**What you have to do**
Below are records to reproduce in full; copy them exactly but keep the pictures out.

### Material provided

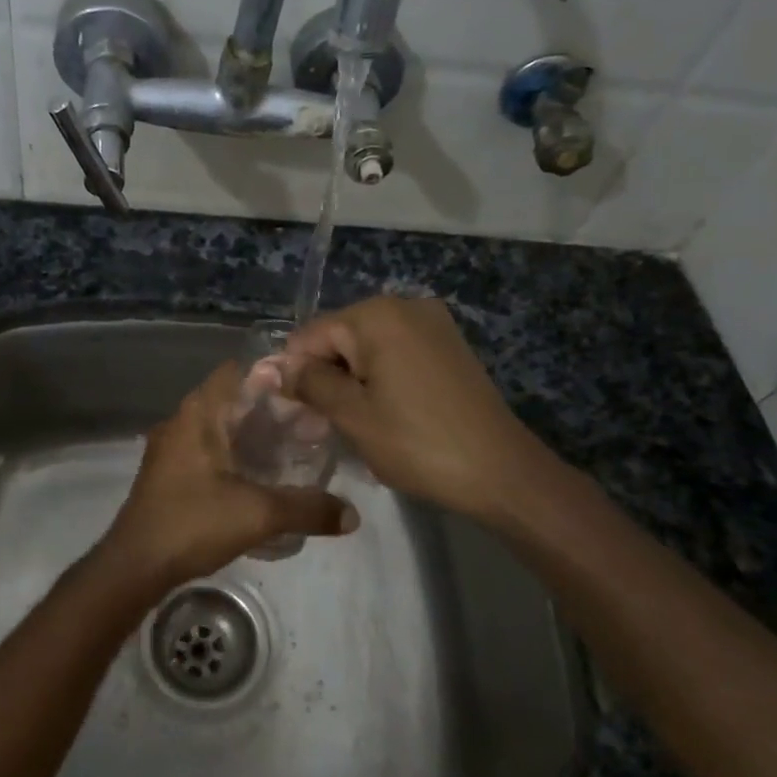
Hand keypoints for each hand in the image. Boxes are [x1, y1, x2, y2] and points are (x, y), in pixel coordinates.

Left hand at [94, 362, 357, 595]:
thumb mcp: (258, 514)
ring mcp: (171, 449)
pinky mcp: (170, 474)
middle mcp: (182, 422)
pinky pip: (209, 450)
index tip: (308, 389)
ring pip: (220, 428)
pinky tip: (261, 476)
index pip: (238, 372)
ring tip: (294, 448)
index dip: (274, 375)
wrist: (134, 566)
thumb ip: (307, 509)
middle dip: (271, 409)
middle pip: (233, 401)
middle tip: (311, 423)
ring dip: (253, 434)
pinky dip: (236, 454)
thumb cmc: (192, 524)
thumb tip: (353, 515)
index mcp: (198, 414)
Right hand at [285, 296, 563, 529]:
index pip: (310, 336)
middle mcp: (406, 305)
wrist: (501, 471)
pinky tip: (386, 413)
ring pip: (368, 348)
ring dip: (353, 381)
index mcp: (377, 315)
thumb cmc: (417, 443)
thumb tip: (276, 367)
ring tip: (355, 424)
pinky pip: (397, 354)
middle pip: (340, 338)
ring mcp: (433, 323)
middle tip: (324, 425)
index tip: (295, 414)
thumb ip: (310, 383)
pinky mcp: (450, 346)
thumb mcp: (352, 415)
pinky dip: (382, 379)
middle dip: (326, 376)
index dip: (295, 374)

######

**Output of the exercise**
Hand keypoints for each hand in the image. Boxes are [x1, y1, x2, y2] and points are (x, y), in pixel coordinates.

Left hand at [94, 362, 357, 595]:
thumb mcp: (258, 514)
ring mcp: (171, 449)
pinky mcp: (170, 474)
middle mcp: (182, 422)
pinky pip: (209, 450)
index tip: (308, 389)
ring pip: (220, 428)
pinky tip: (261, 476)
index pip: (238, 372)
ring tip: (294, 448)
index dip: (274, 375)
wrist: (134, 566)
thumb ip: (307, 509)
middle dip: (271, 409)
middle pip: (233, 401)
middle tip: (311, 423)
ring dip: (253, 434)
pinky dip: (236, 454)
thumb cmc: (192, 524)
thumb tip: (353, 515)
index mcp: (198, 414)
Right hand at [285, 296, 563, 529]:
index pip: (310, 336)
middle mcp: (406, 305)
wrist: (501, 471)
pinky tip: (386, 413)
ring pip: (368, 348)
ring dip: (353, 381)
index mcp: (377, 315)
thumb cmc: (417, 443)
thumb tip: (276, 367)
ring tip: (355, 424)
pinky pip: (397, 354)
middle pip: (340, 338)
ring mcp: (433, 323)
middle tip: (324, 425)
index tip: (295, 414)
thumb ip: (310, 383)
pinky mcp: (450, 346)
thumb mcp: (352, 415)
pinky dip: (382, 379)
middle dip: (326, 376)
index dip: (295, 374)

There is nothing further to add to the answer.